Segment Start: Given data

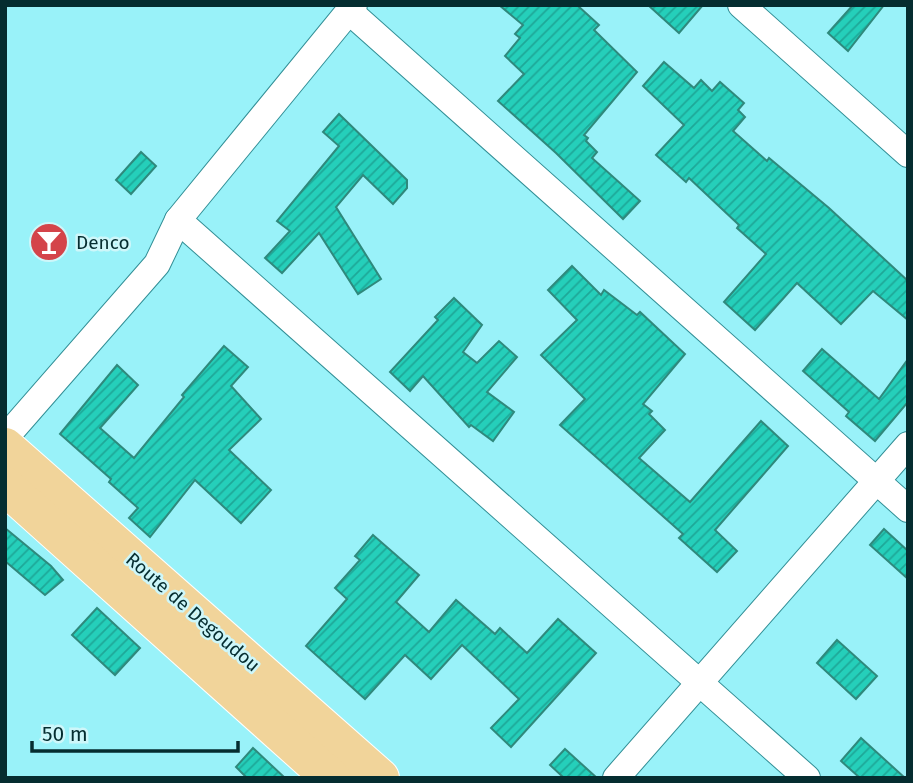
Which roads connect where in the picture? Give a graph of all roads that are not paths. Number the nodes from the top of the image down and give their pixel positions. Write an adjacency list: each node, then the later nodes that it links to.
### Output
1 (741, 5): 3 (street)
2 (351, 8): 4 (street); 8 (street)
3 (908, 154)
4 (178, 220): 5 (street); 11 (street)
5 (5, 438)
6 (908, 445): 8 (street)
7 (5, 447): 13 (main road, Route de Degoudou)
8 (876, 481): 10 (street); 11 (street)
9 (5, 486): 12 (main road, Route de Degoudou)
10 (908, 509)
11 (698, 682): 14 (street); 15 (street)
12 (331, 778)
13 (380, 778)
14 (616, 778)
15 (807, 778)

Segment End: Given data
Segment Start: Given data

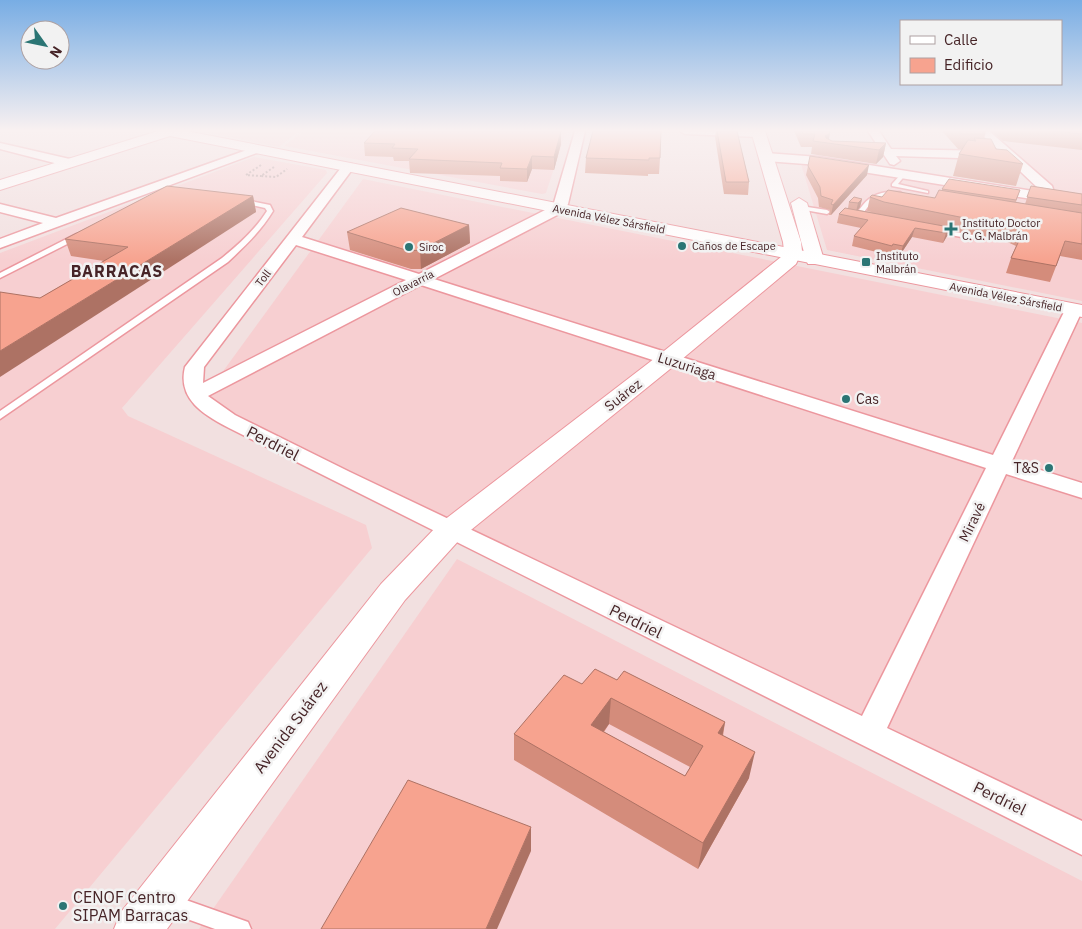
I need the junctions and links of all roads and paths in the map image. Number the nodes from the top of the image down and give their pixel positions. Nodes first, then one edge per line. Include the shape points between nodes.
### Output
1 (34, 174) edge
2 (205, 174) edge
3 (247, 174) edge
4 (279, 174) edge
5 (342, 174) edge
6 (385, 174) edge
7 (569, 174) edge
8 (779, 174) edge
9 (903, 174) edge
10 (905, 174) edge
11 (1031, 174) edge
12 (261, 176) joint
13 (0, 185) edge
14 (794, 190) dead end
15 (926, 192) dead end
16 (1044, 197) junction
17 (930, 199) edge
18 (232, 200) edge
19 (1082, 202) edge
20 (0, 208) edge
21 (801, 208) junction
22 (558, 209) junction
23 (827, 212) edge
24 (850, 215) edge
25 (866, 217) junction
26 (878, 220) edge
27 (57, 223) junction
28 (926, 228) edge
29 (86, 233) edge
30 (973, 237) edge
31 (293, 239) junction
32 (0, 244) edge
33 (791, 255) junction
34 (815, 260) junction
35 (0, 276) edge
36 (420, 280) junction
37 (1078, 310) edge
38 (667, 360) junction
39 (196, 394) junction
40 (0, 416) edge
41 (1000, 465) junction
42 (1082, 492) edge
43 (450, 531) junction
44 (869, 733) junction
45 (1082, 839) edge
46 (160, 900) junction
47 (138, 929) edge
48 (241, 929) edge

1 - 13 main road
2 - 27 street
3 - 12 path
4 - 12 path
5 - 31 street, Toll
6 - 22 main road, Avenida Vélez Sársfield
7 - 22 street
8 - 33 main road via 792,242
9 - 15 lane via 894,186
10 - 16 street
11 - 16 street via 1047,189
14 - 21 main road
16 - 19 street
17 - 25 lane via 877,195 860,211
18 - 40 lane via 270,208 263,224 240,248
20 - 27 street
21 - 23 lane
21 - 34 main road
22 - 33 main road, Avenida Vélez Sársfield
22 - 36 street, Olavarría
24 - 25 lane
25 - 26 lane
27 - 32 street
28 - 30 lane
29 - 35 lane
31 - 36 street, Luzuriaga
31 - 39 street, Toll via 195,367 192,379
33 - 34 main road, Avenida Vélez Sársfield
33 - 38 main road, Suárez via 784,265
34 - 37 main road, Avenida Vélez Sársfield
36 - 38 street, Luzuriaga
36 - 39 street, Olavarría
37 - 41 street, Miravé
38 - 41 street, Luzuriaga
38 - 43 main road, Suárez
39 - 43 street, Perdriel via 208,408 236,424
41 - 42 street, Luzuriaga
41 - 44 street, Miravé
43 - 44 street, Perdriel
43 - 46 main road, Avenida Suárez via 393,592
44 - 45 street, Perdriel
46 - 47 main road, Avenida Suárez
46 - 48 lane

Segment End: Given data

**Problem statement**
Gather every line from the listing above in which the word "paths" appears.

**Answer space**
Which roads connect where in the picture? Give a graph of all roads that are not paths. Number the nodes from the top of the image down and give their pixel positions. Write an adjacency list: each node, then the later nodes that it links to.
I need the junctions and links of all roads and paths in the map image. Number the nodes from the top of the image down and give their pixel positions. Nodes first, then one edge per line. Include the shape points between nodes.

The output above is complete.